Characteristics and Properties
At standard temperature and pressure hydrogen is a colorless, odorless, and tasteless gas.
Hydrogen is very flammable and burns with an invisible flame. It burns when it comes into contact with oxygen. The byproduct of a hydrogen and oxygen explosion is water or H2 O.
Hydrogen gas is made up of diatomic molecules designated as H2.
Where is hydrogen found on earth?
The most common place to find hydrogen on earth is in water. Each water molecule (H2 O) contains two hydrogen atoms. Hydrogen is also found in a wide range of compounds throughout the earth including hydrocarbons, acids, and hydroxides.
There is very little free hydrogen in the Earth's atmosphere because it is so light that it eventually escapes into space. The only free hydrogen on earth is deep underground.
Stars and Planets
Hydrogen is found mostly in stars and gas giant planets. The Sun is made up of mostly hydrogen. Deep inside stars, the pressure is so high that hydrogen atoms are converted to helium atoms. This conversion is called fusion and it releases heat and energy that we see as sunlight.
How is hydrogen used today?
Hydrogen is a very useful element. It is used to make ammonia for fertilizers, refining metals, and methanol for making artificial material like plastics.

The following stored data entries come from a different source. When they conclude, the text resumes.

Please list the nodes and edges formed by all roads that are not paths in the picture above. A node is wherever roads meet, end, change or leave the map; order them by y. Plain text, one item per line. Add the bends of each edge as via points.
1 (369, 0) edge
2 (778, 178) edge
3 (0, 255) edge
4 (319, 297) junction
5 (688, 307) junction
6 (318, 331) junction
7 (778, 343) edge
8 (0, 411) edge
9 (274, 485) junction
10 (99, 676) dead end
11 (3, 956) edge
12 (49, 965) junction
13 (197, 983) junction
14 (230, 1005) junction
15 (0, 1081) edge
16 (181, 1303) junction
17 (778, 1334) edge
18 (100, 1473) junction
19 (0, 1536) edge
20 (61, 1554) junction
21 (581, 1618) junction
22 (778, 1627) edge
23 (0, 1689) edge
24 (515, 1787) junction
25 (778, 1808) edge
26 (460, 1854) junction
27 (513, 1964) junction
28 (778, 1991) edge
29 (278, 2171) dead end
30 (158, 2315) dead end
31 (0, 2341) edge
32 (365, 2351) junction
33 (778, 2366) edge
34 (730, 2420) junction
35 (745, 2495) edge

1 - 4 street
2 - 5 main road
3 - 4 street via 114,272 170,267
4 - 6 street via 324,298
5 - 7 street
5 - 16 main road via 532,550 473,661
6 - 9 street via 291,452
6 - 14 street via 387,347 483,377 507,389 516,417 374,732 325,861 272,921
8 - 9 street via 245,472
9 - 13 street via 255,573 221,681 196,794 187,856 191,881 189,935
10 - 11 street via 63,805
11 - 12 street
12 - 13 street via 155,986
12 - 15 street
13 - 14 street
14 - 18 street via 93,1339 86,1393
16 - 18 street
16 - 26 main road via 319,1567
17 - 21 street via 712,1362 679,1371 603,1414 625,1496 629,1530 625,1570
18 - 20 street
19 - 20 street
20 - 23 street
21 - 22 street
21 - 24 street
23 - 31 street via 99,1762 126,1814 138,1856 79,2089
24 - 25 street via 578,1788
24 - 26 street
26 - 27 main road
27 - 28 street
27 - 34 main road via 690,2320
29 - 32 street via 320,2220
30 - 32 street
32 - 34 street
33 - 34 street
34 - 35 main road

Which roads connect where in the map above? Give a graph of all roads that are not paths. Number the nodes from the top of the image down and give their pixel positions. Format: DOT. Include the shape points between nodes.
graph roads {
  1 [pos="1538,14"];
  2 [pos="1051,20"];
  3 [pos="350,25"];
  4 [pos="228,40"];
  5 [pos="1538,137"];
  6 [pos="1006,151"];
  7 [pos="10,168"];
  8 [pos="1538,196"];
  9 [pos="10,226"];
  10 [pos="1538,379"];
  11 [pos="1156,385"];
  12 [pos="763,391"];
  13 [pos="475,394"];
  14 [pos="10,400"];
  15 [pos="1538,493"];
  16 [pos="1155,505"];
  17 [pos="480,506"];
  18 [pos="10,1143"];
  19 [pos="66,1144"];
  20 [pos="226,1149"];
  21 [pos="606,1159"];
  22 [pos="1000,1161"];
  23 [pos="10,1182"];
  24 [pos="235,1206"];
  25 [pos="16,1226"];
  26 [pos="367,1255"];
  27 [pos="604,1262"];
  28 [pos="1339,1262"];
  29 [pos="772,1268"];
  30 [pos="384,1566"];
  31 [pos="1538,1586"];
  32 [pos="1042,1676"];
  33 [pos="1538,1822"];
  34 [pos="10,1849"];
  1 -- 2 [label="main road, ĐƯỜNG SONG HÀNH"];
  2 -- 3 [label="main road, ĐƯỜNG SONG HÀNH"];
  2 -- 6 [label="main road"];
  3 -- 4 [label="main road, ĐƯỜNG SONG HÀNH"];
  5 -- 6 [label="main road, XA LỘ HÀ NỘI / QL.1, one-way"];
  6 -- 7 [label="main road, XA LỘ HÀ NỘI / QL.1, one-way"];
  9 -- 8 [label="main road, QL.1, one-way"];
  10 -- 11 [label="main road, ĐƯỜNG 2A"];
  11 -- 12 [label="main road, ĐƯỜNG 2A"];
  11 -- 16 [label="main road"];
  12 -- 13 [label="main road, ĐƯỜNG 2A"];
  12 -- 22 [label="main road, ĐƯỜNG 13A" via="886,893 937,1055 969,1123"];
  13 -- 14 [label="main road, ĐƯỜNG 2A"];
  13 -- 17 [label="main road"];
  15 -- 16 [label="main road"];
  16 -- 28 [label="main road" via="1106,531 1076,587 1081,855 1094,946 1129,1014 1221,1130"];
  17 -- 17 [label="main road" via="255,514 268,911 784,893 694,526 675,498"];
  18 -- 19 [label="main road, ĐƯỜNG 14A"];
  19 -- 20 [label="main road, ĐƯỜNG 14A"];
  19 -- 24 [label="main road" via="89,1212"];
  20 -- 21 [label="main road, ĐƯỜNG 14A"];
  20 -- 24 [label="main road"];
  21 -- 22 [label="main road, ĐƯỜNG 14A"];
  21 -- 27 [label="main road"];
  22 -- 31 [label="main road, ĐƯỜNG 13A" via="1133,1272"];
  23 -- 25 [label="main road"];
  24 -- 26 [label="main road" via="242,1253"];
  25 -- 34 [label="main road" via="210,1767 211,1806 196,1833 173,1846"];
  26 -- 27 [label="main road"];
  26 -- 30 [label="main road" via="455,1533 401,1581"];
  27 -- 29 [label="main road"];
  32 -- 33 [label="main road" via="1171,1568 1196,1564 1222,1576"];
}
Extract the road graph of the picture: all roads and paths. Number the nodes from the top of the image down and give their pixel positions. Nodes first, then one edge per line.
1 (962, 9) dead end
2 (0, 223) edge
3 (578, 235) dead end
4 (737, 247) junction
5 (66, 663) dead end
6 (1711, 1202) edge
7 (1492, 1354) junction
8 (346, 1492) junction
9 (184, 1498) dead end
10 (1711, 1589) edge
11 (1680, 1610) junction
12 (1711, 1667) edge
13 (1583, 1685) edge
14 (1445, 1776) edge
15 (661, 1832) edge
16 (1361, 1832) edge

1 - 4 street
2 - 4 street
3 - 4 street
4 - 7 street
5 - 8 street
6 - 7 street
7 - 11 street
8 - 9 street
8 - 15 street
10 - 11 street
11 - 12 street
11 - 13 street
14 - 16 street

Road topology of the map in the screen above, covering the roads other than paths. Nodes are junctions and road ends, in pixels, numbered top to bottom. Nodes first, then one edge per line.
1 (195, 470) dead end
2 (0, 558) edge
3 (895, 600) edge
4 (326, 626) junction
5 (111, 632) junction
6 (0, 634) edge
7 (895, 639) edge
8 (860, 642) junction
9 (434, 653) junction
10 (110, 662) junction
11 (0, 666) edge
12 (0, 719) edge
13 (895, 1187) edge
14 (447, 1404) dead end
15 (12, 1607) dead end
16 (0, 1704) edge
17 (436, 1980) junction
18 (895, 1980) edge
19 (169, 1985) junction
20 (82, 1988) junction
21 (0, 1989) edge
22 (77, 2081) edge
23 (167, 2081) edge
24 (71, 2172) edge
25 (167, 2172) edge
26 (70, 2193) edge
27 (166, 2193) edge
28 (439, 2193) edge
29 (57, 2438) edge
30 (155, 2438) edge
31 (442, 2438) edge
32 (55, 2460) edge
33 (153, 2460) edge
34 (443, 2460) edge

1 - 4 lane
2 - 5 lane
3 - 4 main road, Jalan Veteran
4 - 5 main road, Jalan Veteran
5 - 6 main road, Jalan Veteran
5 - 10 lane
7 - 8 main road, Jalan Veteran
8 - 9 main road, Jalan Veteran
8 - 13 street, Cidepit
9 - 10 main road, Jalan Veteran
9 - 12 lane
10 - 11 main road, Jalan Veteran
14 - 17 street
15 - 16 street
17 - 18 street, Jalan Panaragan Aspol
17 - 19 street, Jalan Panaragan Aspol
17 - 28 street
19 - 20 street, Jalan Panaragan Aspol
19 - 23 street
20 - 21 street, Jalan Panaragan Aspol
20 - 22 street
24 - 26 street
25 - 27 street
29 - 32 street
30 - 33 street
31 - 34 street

Hydrogen is also used as a rocket fuel where liquid hydrogen is combined with liquid oxygen to produce a powerful explosion. Scientists hope that someday hydrogen can be used as a clean fuel alternative to gasoline.
How was it discovered?
English scientist Henry Cavendish discovered hydrogen as an element in 1766. Cavendish ran an experiment using zinc and hydrochloric acid. He discovered hydrogen and also found that it produced water when it burned.
Where did hydrogen get its name?
The name hydrogen comes from the Greek words "hydro" (meaning water) and "genes" (meaning creator). It was named by French chemist Antoine Lavoisier because when it burns it "creates water".
Ions and Isotopes
Hydrogen can take a negative charge and be an anion called a hydride. It can also take a positive charge as a cation.
Protium is the most common isotope of hydrogen. It has no neutrons and a single proton. Other common isotopes include deuterium and tritium.
Interesting Facts about Hydrogen
- Scientists estimate that Hydrogen makes up over 90 percent of all the atoms in the universe.
- It is the only element that can exist without neutrons.
- Hydrogen becomes a liquid at very low temperature and high pressure. Under extremely high pressure it can become a liquid metal. It is thought that metallic hydrogen exists at the cores of gas giant planets like Jupiter.
- Around 10 percent of the mass of the human body is hydrogen.
- Because it is so light, it was once used in lighter-than-air-balloons. However, it became too dangerous because of its highly flammable nature.
- Hydrogen gas can be produced in a lab by combining a dilute acid with a metal.